(Items from a dataset)
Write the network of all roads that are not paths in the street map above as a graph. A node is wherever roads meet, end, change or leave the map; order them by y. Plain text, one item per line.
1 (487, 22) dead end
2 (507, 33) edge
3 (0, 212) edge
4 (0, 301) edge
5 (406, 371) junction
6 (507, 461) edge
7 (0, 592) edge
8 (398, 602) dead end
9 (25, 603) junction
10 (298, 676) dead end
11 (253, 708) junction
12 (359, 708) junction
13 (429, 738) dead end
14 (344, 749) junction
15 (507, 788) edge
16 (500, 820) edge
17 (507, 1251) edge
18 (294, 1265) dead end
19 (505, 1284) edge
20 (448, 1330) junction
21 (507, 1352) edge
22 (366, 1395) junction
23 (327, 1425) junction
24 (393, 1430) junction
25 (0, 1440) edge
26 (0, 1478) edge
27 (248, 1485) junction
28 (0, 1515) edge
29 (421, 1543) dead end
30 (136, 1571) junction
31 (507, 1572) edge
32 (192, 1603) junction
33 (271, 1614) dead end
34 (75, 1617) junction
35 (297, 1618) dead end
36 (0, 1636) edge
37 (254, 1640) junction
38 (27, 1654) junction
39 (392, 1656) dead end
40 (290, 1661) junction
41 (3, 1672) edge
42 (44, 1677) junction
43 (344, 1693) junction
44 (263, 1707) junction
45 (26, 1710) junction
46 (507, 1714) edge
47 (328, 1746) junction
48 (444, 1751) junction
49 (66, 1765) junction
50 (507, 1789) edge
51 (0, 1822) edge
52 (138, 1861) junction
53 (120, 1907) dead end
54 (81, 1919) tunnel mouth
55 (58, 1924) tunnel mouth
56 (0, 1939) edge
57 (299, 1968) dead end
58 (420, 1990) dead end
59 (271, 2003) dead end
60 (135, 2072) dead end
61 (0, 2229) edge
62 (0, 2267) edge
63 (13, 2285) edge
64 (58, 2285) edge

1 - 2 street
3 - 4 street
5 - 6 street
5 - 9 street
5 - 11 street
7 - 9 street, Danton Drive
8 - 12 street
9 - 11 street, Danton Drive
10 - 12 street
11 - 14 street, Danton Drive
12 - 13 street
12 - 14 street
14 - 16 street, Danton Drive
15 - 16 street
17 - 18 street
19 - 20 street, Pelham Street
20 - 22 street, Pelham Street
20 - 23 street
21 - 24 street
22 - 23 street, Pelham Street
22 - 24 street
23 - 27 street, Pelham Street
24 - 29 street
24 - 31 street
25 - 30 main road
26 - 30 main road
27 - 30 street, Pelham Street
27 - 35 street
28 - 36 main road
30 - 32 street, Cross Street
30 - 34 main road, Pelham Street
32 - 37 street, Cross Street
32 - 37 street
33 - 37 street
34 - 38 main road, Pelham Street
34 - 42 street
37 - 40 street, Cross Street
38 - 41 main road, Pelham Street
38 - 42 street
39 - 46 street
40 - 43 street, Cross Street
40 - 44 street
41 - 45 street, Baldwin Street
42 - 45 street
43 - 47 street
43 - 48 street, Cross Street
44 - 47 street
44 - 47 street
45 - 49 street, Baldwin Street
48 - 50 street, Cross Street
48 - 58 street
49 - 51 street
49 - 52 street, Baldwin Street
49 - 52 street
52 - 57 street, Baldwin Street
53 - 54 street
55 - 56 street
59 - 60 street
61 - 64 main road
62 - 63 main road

YOUR ASSIGNMENT →
The data above should be copied out with complete accuracy.

OUTPUT BELOW →
Write the network of all roads that are not paths in the street map above as a graph. A node is wherever roads meet, end, change or leave the map; order them by y. Plain text, one item per line.
1 (487, 22) dead end
2 (507, 33) edge
3 (0, 212) edge
4 (0, 301) edge
5 (406, 371) junction
6 (507, 461) edge
7 (0, 592) edge
8 (398, 602) dead end
9 (25, 603) junction
10 (298, 676) dead end
11 (253, 708) junction
12 (359, 708) junction
13 (429, 738) dead end
14 (344, 749) junction
15 (507, 788) edge
16 (500, 820) edge
17 (507, 1251) edge
18 (294, 1265) dead end
19 (505, 1284) edge
20 (448, 1330) junction
21 (507, 1352) edge
22 (366, 1395) junction
23 (327, 1425) junction
24 (393, 1430) junction
25 (0, 1440) edge
26 (0, 1478) edge
27 (248, 1485) junction
28 (0, 1515) edge
29 (421, 1543) dead end
30 (136, 1571) junction
31 (507, 1572) edge
32 (192, 1603) junction
33 (271, 1614) dead end
34 (75, 1617) junction
35 (297, 1618) dead end
36 (0, 1636) edge
37 (254, 1640) junction
38 (27, 1654) junction
39 (392, 1656) dead end
40 (290, 1661) junction
41 (3, 1672) edge
42 (44, 1677) junction
43 (344, 1693) junction
44 (263, 1707) junction
45 (26, 1710) junction
46 (507, 1714) edge
47 (328, 1746) junction
48 (444, 1751) junction
49 (66, 1765) junction
50 (507, 1789) edge
51 (0, 1822) edge
52 (138, 1861) junction
53 (120, 1907) dead end
54 (81, 1919) tunnel mouth
55 (58, 1924) tunnel mouth
56 (0, 1939) edge
57 (299, 1968) dead end
58 (420, 1990) dead end
59 (271, 2003) dead end
60 (135, 2072) dead end
61 (0, 2229) edge
62 (0, 2267) edge
63 (13, 2285) edge
64 (58, 2285) edge

1 - 2 street
3 - 4 street
5 - 6 street
5 - 9 street
5 - 11 street
7 - 9 street, Danton Drive
8 - 12 street
9 - 11 street, Danton Drive
10 - 12 street
11 - 14 street, Danton Drive
12 - 13 street
12 - 14 street
14 - 16 street, Danton Drive
15 - 16 street
17 - 18 street
19 - 20 street, Pelham Street
20 - 22 street, Pelham Street
20 - 23 street
21 - 24 street
22 - 23 street, Pelham Street
22 - 24 street
23 - 27 street, Pelham Street
24 - 29 street
24 - 31 street
25 - 30 main road
26 - 30 main road
27 - 30 street, Pelham Street
27 - 35 street
28 - 36 main road
30 - 32 street, Cross Street
30 - 34 main road, Pelham Street
32 - 37 street, Cross Street
32 - 37 street
33 - 37 street
34 - 38 main road, Pelham Street
34 - 42 street
37 - 40 street, Cross Street
38 - 41 main road, Pelham Street
38 - 42 street
39 - 46 street
40 - 43 street, Cross Street
40 - 44 street
41 - 45 street, Baldwin Street
42 - 45 street
43 - 47 street
43 - 48 street, Cross Street
44 - 47 street
44 - 47 street
45 - 49 street, Baldwin Street
48 - 50 street, Cross Street
48 - 58 street
49 - 51 street
49 - 52 street, Baldwin Street
49 - 52 street
52 - 57 street, Baldwin Street
53 - 54 street
55 - 56 street
59 - 60 street
61 - 64 main road
62 - 63 main road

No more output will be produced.